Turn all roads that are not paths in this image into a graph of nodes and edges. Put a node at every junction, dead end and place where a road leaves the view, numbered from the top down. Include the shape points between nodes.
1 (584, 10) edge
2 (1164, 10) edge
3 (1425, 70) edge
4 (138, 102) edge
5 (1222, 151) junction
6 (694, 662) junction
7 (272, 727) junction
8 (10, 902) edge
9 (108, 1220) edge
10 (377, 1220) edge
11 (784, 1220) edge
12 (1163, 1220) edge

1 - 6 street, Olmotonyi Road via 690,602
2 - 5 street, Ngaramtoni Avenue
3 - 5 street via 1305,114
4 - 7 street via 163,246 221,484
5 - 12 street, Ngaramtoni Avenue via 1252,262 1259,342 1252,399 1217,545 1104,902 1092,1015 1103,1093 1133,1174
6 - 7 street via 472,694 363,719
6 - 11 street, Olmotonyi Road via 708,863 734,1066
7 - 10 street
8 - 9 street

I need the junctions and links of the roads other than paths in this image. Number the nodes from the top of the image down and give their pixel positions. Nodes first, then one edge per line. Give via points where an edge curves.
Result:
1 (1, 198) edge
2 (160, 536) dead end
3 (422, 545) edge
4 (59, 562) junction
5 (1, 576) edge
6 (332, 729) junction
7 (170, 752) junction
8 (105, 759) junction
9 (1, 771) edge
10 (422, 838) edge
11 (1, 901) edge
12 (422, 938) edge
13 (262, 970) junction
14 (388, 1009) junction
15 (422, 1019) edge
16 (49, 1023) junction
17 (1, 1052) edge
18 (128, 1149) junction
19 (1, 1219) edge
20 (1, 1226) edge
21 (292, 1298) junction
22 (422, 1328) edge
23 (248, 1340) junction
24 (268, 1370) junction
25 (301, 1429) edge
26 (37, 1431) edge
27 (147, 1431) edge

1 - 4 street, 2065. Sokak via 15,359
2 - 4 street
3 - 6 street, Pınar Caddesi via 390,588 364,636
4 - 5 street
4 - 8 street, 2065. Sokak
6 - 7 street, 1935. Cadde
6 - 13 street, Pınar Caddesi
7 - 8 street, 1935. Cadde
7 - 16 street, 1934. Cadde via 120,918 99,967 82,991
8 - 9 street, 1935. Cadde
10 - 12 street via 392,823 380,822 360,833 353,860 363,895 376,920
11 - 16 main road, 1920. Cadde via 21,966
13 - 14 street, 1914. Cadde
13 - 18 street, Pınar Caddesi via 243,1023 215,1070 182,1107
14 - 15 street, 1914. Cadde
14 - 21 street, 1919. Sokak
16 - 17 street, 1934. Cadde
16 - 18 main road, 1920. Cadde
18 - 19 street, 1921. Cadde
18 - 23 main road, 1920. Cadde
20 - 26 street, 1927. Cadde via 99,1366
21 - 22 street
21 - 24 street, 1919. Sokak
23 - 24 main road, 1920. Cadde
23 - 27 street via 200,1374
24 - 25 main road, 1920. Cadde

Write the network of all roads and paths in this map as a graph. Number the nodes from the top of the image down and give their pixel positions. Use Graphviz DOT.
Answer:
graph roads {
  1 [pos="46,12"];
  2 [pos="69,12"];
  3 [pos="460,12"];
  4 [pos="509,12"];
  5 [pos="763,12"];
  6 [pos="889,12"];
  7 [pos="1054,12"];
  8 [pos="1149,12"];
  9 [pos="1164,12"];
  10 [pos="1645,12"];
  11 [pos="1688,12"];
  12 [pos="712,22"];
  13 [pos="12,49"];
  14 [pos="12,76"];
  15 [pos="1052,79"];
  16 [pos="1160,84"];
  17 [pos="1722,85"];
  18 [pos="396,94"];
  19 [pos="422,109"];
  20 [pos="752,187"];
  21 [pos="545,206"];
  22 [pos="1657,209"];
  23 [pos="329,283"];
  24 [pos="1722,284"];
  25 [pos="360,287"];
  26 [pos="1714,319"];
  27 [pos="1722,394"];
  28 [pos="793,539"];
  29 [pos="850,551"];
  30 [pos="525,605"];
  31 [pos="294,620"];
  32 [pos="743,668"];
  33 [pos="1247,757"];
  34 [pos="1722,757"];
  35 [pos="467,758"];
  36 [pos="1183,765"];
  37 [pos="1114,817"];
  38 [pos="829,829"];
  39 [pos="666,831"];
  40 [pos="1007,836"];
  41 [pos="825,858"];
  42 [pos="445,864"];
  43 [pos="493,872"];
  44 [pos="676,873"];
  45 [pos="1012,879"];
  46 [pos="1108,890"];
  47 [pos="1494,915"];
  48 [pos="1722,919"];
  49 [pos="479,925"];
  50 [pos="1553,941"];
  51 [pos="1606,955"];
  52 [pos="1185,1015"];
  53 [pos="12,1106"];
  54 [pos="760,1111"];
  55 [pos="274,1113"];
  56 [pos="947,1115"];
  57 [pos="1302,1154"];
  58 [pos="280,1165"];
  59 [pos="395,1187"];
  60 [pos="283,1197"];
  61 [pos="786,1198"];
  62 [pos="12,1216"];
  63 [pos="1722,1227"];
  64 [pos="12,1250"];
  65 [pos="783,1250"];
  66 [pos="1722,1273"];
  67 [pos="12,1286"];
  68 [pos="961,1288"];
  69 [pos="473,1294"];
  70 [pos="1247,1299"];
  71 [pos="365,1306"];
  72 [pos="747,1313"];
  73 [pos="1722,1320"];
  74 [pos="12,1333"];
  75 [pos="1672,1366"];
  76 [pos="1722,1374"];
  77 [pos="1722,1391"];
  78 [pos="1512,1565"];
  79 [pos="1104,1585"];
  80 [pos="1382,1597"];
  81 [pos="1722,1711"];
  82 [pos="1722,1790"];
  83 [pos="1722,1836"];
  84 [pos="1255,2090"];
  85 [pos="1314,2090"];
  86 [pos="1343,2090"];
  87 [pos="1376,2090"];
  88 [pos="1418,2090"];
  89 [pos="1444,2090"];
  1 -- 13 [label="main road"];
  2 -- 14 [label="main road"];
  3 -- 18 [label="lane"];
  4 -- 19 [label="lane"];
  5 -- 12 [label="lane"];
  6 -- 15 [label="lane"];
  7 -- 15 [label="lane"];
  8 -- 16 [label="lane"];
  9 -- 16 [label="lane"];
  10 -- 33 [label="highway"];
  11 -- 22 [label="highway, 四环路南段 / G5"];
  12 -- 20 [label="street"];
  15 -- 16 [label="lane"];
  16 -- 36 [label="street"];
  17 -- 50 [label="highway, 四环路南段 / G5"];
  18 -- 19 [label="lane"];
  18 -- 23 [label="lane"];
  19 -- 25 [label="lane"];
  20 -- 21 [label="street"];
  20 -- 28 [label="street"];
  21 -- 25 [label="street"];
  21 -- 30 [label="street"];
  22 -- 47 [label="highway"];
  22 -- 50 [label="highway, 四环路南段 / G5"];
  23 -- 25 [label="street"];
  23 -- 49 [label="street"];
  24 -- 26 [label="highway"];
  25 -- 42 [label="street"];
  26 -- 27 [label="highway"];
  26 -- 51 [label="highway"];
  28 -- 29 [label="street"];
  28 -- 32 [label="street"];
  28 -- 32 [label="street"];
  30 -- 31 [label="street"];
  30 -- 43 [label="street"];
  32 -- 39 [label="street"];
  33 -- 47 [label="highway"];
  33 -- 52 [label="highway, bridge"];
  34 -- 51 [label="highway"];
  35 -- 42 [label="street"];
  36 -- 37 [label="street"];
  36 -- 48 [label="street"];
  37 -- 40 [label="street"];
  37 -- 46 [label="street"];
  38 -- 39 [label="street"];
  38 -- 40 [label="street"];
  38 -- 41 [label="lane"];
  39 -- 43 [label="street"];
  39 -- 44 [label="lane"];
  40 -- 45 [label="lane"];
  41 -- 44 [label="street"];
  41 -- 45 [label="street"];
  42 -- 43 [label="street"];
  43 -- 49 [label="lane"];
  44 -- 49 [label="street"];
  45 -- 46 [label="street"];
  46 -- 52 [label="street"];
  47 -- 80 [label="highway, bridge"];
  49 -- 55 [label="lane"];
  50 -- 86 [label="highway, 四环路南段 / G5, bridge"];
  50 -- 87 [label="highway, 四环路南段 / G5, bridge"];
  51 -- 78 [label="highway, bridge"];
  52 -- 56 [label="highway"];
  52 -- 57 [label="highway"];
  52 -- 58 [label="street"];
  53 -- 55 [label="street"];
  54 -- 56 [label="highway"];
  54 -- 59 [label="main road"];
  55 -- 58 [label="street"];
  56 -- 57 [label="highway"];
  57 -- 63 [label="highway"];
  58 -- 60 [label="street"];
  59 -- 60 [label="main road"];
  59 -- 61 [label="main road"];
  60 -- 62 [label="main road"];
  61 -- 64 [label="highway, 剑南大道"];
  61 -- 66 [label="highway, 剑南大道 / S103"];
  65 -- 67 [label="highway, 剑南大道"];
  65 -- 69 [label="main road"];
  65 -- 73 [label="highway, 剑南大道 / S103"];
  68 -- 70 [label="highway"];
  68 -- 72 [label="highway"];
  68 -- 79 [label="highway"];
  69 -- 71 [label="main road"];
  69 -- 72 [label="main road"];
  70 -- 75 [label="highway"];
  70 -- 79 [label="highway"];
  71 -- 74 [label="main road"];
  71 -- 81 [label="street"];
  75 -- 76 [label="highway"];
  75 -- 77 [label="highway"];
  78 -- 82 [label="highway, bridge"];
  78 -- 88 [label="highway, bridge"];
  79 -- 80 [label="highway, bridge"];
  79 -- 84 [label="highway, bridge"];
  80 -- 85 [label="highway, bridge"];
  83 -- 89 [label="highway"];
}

──────

**DIRECTIONS FOR THIS TASK**
Which lines of the data include the word "Ngaramtoni"? Copy each one.

**SOLUTION FOR THIS PROBLEM**
2 - 5 street, Ngaramtoni Avenue
5 - 12 street, Ngaramtoni Avenue via 1252,262 1259,342 1252,399 1217,545 1104,902 1092,1015 1103,1093 1133,1174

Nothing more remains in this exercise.